| Information provided |
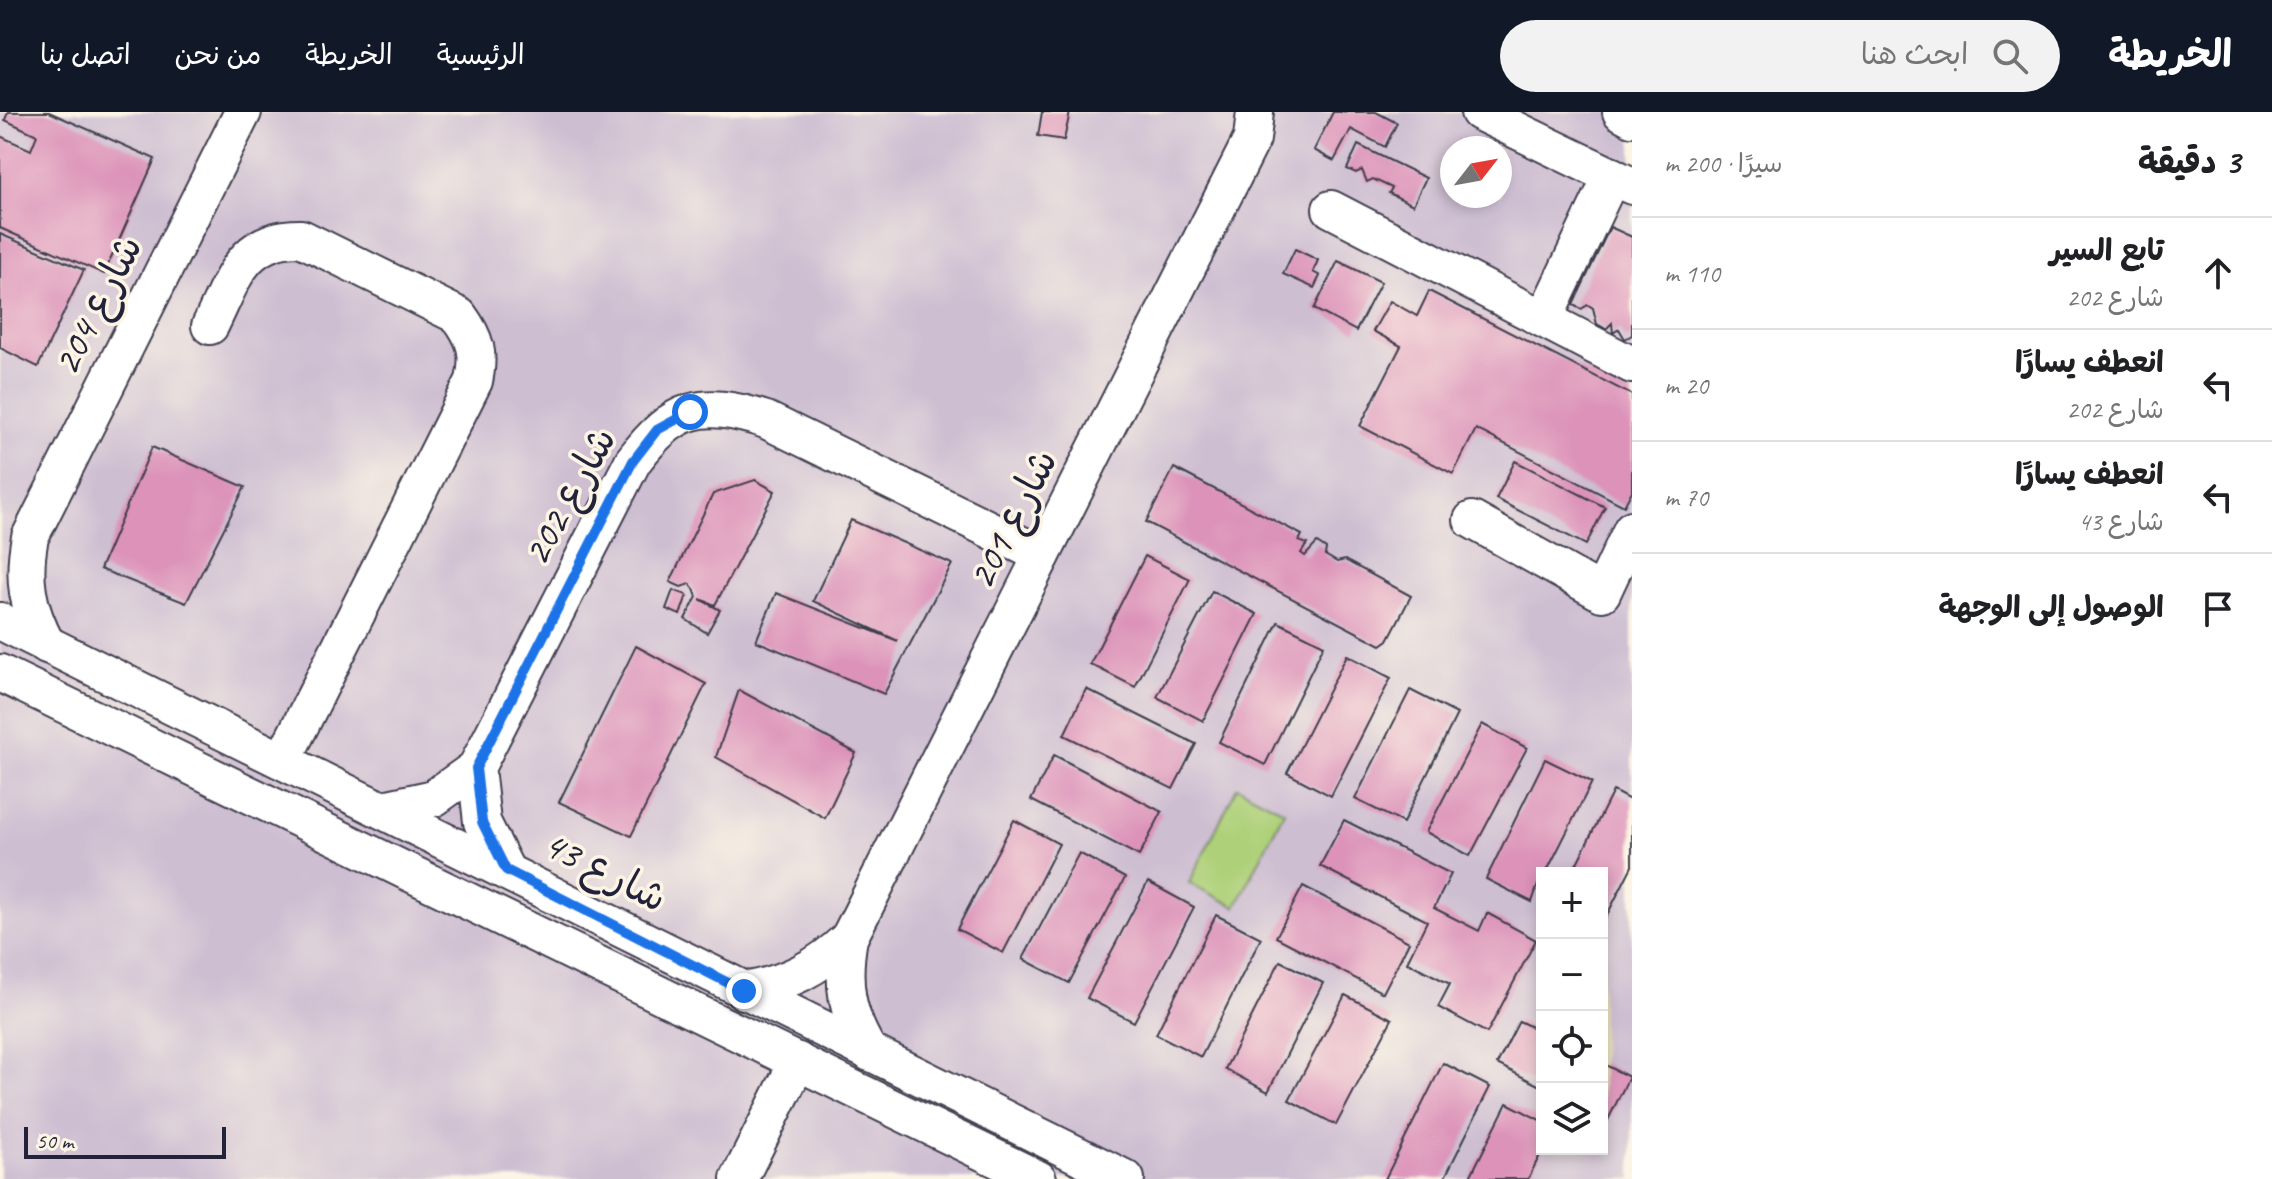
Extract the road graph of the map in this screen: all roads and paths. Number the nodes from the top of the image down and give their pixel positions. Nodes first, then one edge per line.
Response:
1 (243, 112) edge
2 (1284, 112) edge
3 (1479, 112) edge
4 (1621, 112) edge
5 (1632, 118) edge
6 (1254, 126) edge
7 (1622, 181) edge
8 (1331, 209) dead end
9 (1544, 319) junction
10 (210, 326) dead end
11 (1632, 365) edge
12 (1472, 520) dead end
13 (1632, 529) edge
14 (30, 537) junction
15 (1042, 555) junction
16 (0, 560) edge
17 (0, 621) edge
18 (47, 645) junction
19 (0, 673) edge
20 (39, 693) junction
21 (0, 697) edge
22 (283, 760) junction
23 (476, 768) junction
24 (383, 809) junction
25 (506, 870) junction
26 (849, 938) junction
27 (744, 991) junction
28 (870, 1053) junction
29 (798, 1061) junction
30 (739, 1179) edge
31 (1038, 1179) edge
32 (1126, 1179) edge

1 - 14 street, شارع 204
2 - 6 street, شارع 201
3 - 7 street
4 - 5 street
6 - 15 street, شارع 201
7 - 9 street
8 - 9 street
9 - 11 street
10 - 22 street
12 - 13 street
14 - 16 street, شارع 204
14 - 18 street, شارع 204
15 - 23 street, شارع 202
15 - 26 street, شارع 201
17 - 18 street, شارع 43
18 - 22 street, شارع 43
19 - 20 street
20 - 21 street
20 - 29 street
22 - 24 street, شارع 43
23 - 24 street, شارع 202
23 - 25 street
24 - 25 street, شارع 43
25 - 27 street, شارع 43
26 - 27 street, شارع 201
26 - 28 street, شارع 201
27 - 28 street, شارع 43
28 - 32 street, شارع 43
29 - 30 street
29 - 31 street

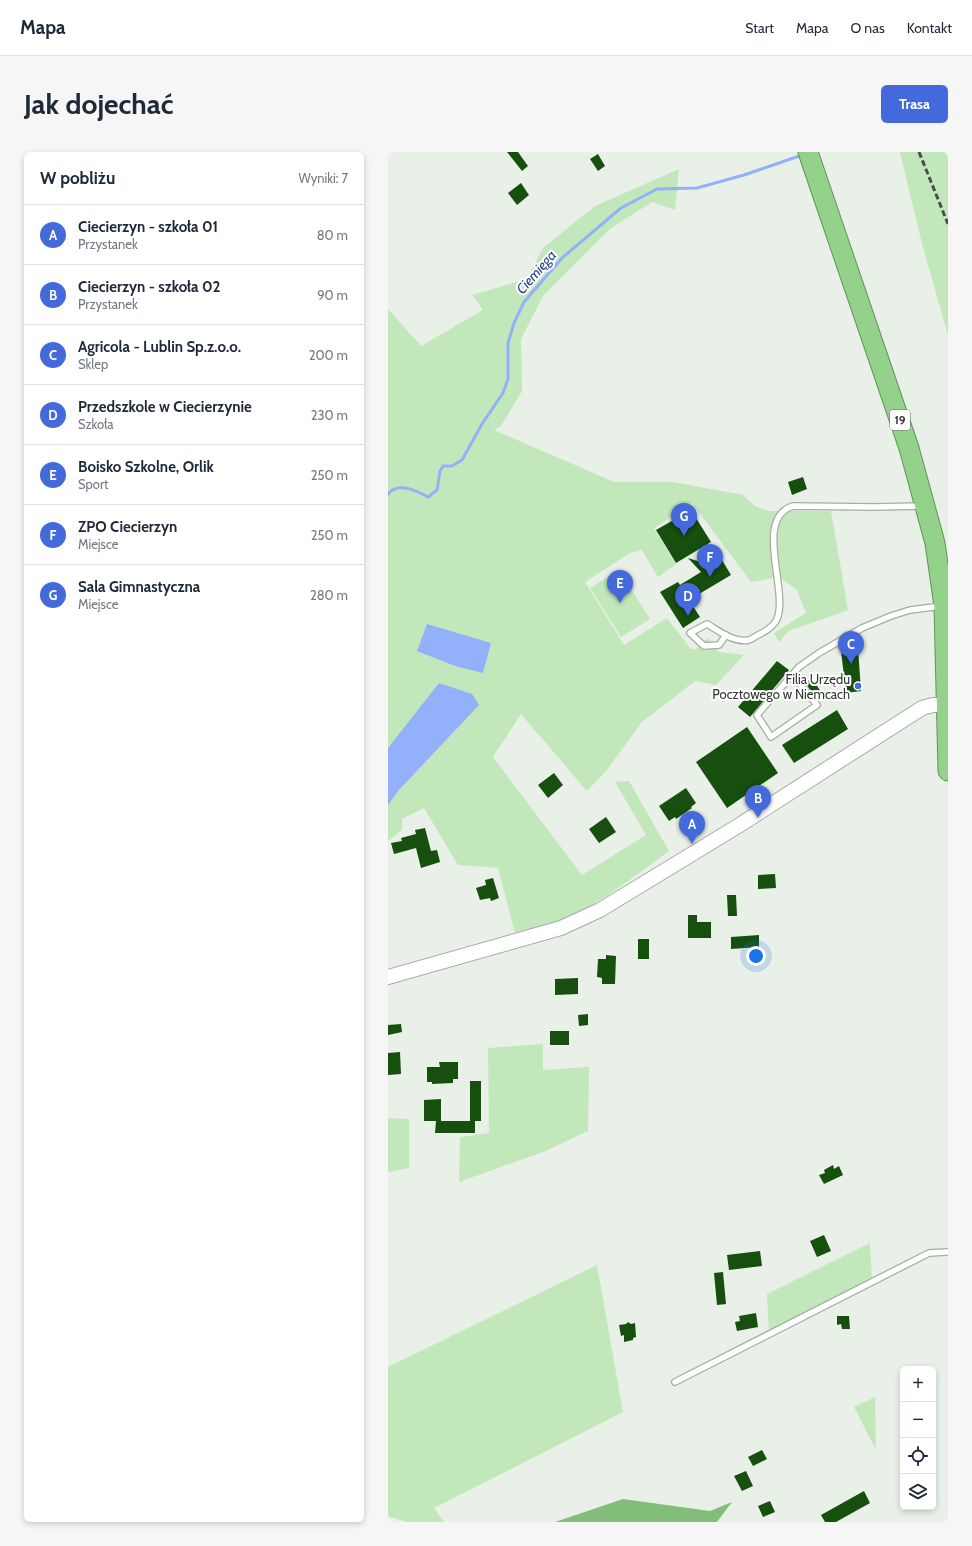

| Assigned task |
Look through the entries. Copy out each line with "dead" in it.

| Written response |
8 (1331, 209) dead end
10 (210, 326) dead end
12 (1472, 520) dead end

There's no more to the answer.